Instructions to follow: Transcribe the records below exactly, leaving out any pictures.

[Saved entries]
-*-*-

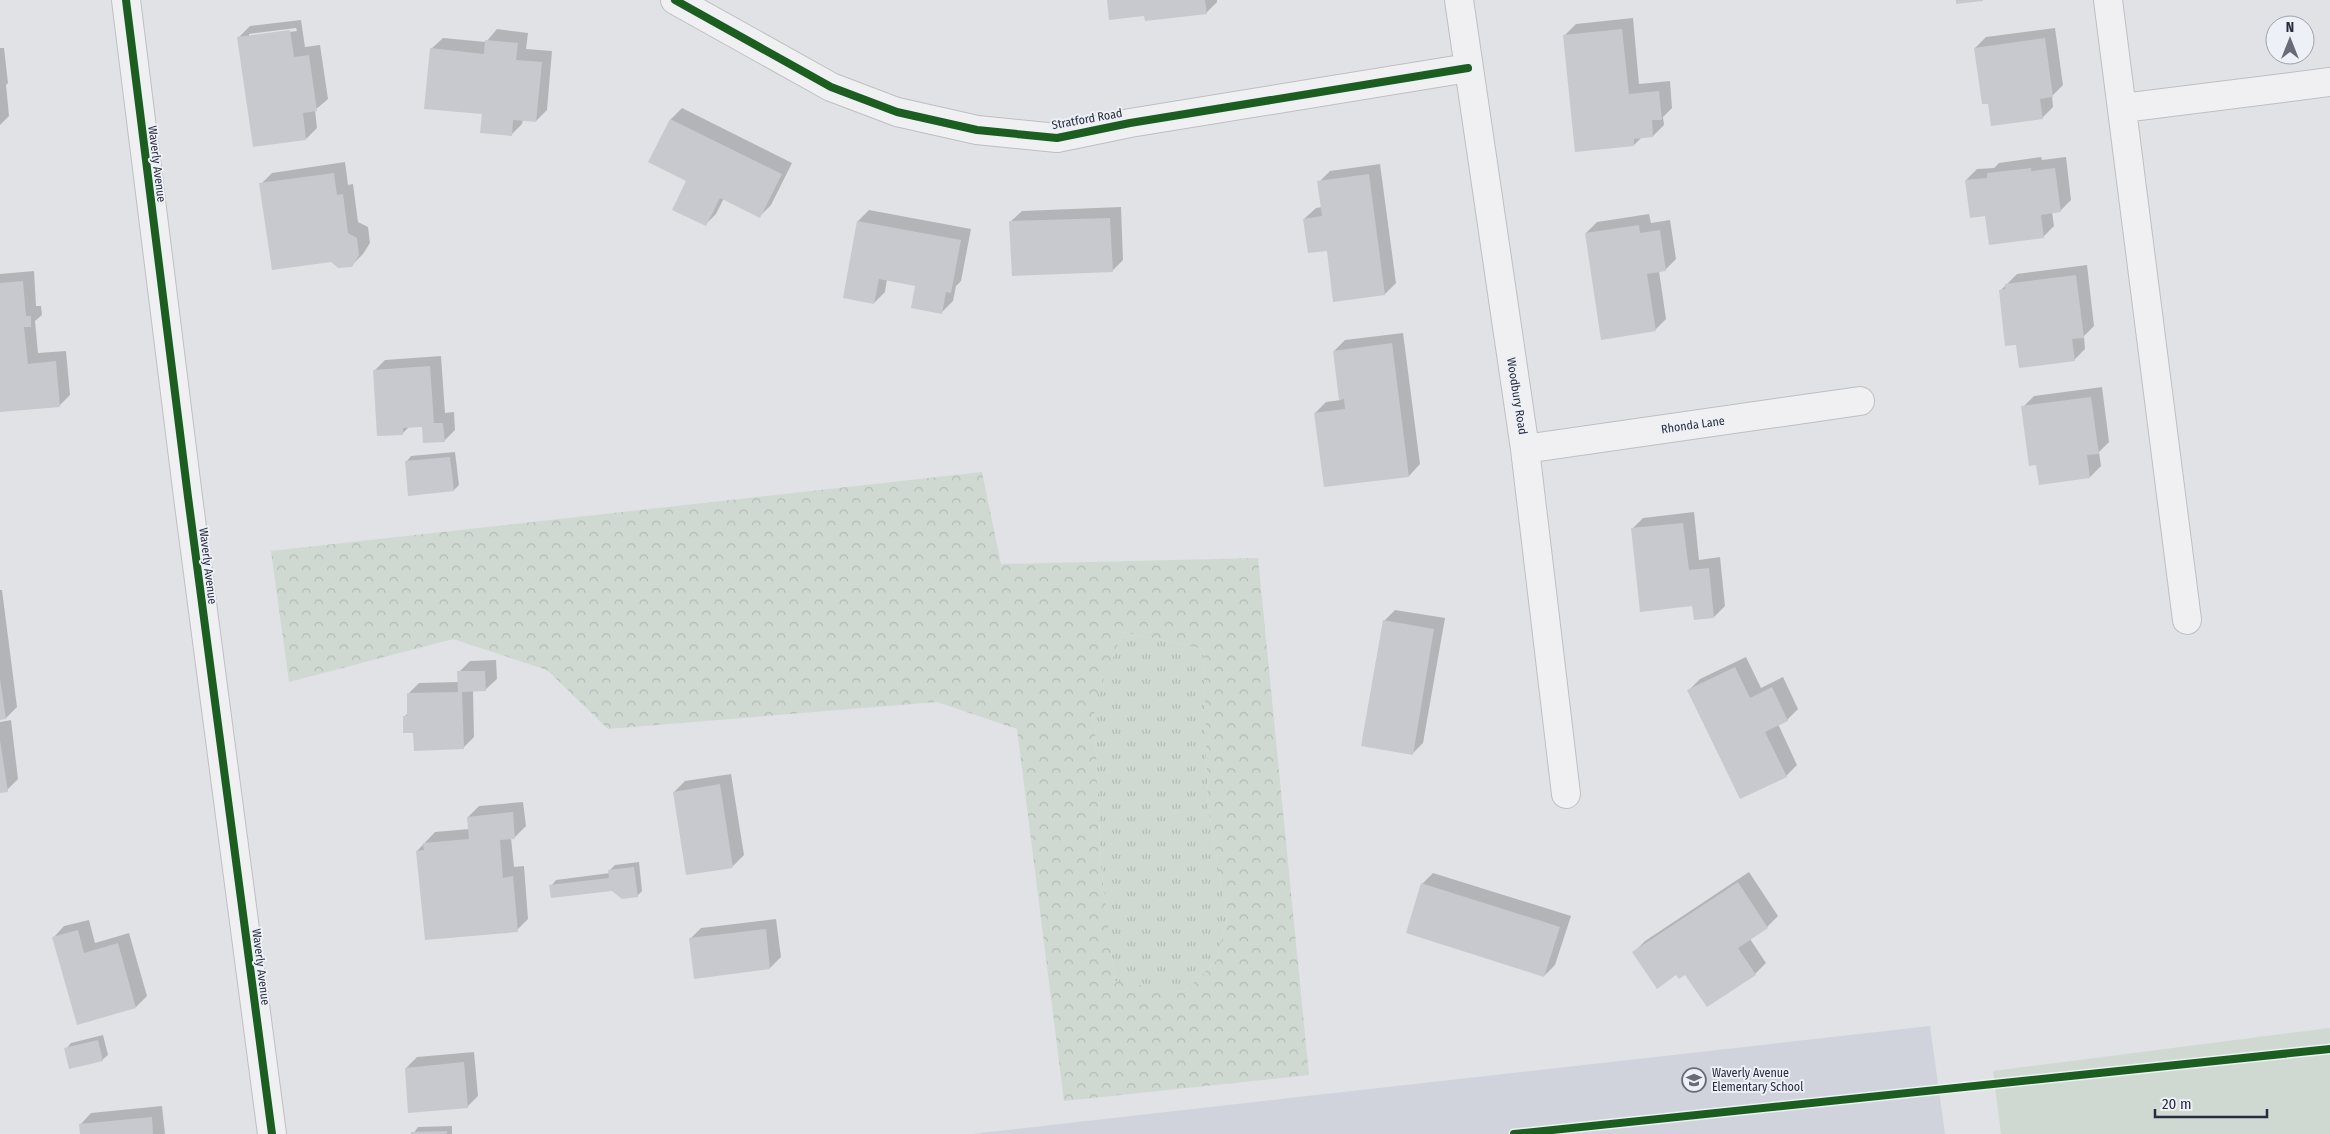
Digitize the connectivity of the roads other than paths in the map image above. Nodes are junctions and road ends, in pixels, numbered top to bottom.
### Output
1 (126, 0) edge
2 (675, 0) edge
3 (1459, 0) edge
4 (2108, 0) edge
5 (1468, 68) junction
6 (2330, 82) edge
7 (2123, 108) junction
8 (1860, 402) dead end
9 (1525, 449) junction
10 (2187, 620) dead end
11 (1566, 794) dead end
12 (272, 1134) edge

1 - 12 street, Waverly Avenue
2 - 5 street, Stratford Road
3 - 5 street, Woodbury Road
4 - 7 street
5 - 9 street, Woodbury Road
6 - 7 street
7 - 10 street
8 - 9 street, Rhonda Lane
9 - 11 street, Woodbury Road

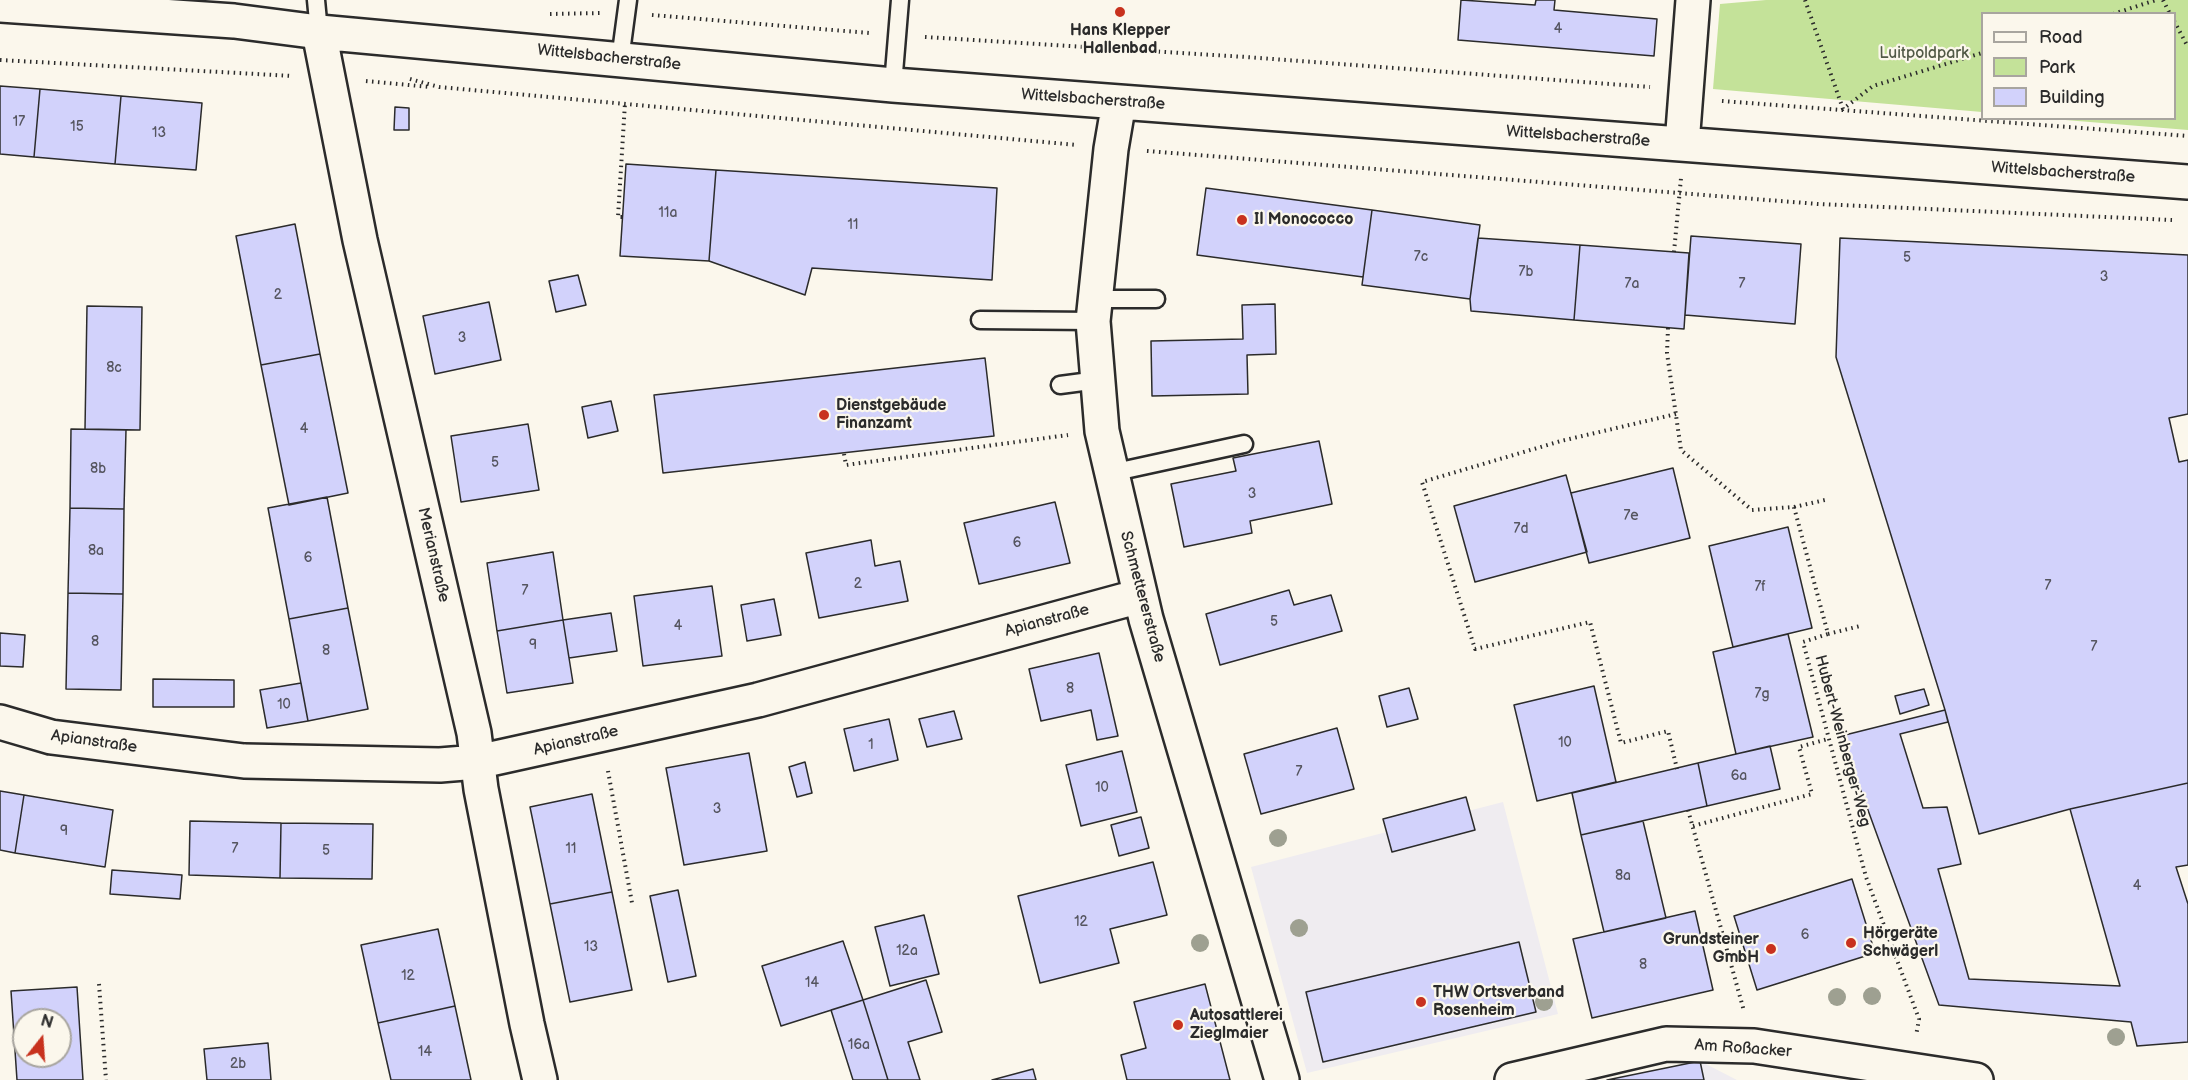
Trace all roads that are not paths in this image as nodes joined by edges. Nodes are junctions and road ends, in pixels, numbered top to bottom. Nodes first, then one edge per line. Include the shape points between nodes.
1 (316, 0) edge
2 (900, 0) edge
3 (1693, 0) edge
4 (0, 5) edge
5 (627, 7) edge
6 (319, 32) junction
7 (620, 60) junction
8 (893, 85) junction
9 (1119, 102) junction
10 (1682, 144) junction
11 (2188, 182) edge
12 (1156, 299) dead end
13 (1094, 310) junction
14 (980, 321) dead end
15 (1098, 380) junction
16 (1060, 385) dead end
17 (1244, 444) dead end
18 (1111, 473) junction
19 (1140, 596) junction
20 (0, 722) edge
21 (477, 762) junction
22 (540, 1080) edge
23 (1282, 1080) edge
24 (1512, 1080) edge
25 (1976, 1080) edge

1 - 6 lane
2 - 8 lane
3 - 10 street
4 - 6 street, Wittelsbacherstraße via 234,21
5 - 7 lane
6 - 7 street, Wittelsbacherstraße
6 - 21 street, Merianstraße via 360,240 474,733
7 - 8 street, Wittelsbacherstraße
8 - 9 street, Wittelsbacherstraße
9 - 10 street, Wittelsbacherstraße
9 - 13 street, Schmettererstraße
10 - 11 street, Wittelsbacherstraße
12 - 13 lane
13 - 14 lane
13 - 15 street, Schmettererstraße
15 - 16 lane
15 - 18 street, Schmettererstraße
17 - 18 lane
18 - 19 street, Schmettererstraße
19 - 21 street, Apianstraße via 758,700
19 - 23 street, Schmettererstraße
20 - 21 street, Apianstraße via 51,737 244,761 440,765
21 - 22 street, Merianstraße
24 - 25 street, Am Roßacker via 1666,1044 1754,1046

-*-*-

Answer:
Digitize the connectivity of the roads other than paths in the map image above. Nodes are junctions and road ends, in pixels, numbered top to bottom.
### Output
1 (126, 0) edge
2 (675, 0) edge
3 (1459, 0) edge
4 (2108, 0) edge
5 (1468, 68) junction
6 (2330, 82) edge
7 (2123, 108) junction
8 (1860, 402) dead end
9 (1525, 449) junction
10 (2187, 620) dead end
11 (1566, 794) dead end
12 (272, 1134) edge

1 - 12 street, Waverly Avenue
2 - 5 street, Stratford Road
3 - 5 street, Woodbury Road
4 - 7 street
5 - 9 street, Woodbury Road
6 - 7 street
7 - 10 street
8 - 9 street, Rhonda Lane
9 - 11 street, Woodbury Road

Trace all roads that are not paths in this image as nodes joined by edges. Nodes are junctions and road ends, in pixels, numbered top to bottom. Nodes first, then one edge per line. Include the shape points between nodes.
1 (316, 0) edge
2 (900, 0) edge
3 (1693, 0) edge
4 (0, 5) edge
5 (627, 7) edge
6 (319, 32) junction
7 (620, 60) junction
8 (893, 85) junction
9 (1119, 102) junction
10 (1682, 144) junction
11 (2188, 182) edge
12 (1156, 299) dead end
13 (1094, 310) junction
14 (980, 321) dead end
15 (1098, 380) junction
16 (1060, 385) dead end
17 (1244, 444) dead end
18 (1111, 473) junction
19 (1140, 596) junction
20 (0, 722) edge
21 (477, 762) junction
22 (540, 1080) edge
23 (1282, 1080) edge
24 (1512, 1080) edge
25 (1976, 1080) edge

1 - 6 lane
2 - 8 lane
3 - 10 street
4 - 6 street, Wittelsbacherstraße via 234,21
5 - 7 lane
6 - 7 street, Wittelsbacherstraße
6 - 21 street, Merianstraße via 360,240 474,733
7 - 8 street, Wittelsbacherstraße
8 - 9 street, Wittelsbacherstraße
9 - 10 street, Wittelsbacherstraße
9 - 13 street, Schmettererstraße
10 - 11 street, Wittelsbacherstraße
12 - 13 lane
13 - 14 lane
13 - 15 street, Schmettererstraße
15 - 16 lane
15 - 18 street, Schmettererstraße
17 - 18 lane
18 - 19 street, Schmettererstraße
19 - 21 street, Apianstraße via 758,700
19 - 23 street, Schmettererstraße
20 - 21 street, Apianstraße via 51,737 244,761 440,765
21 - 22 street, Merianstraße
24 - 25 street, Am Roßacker via 1666,1044 1754,1046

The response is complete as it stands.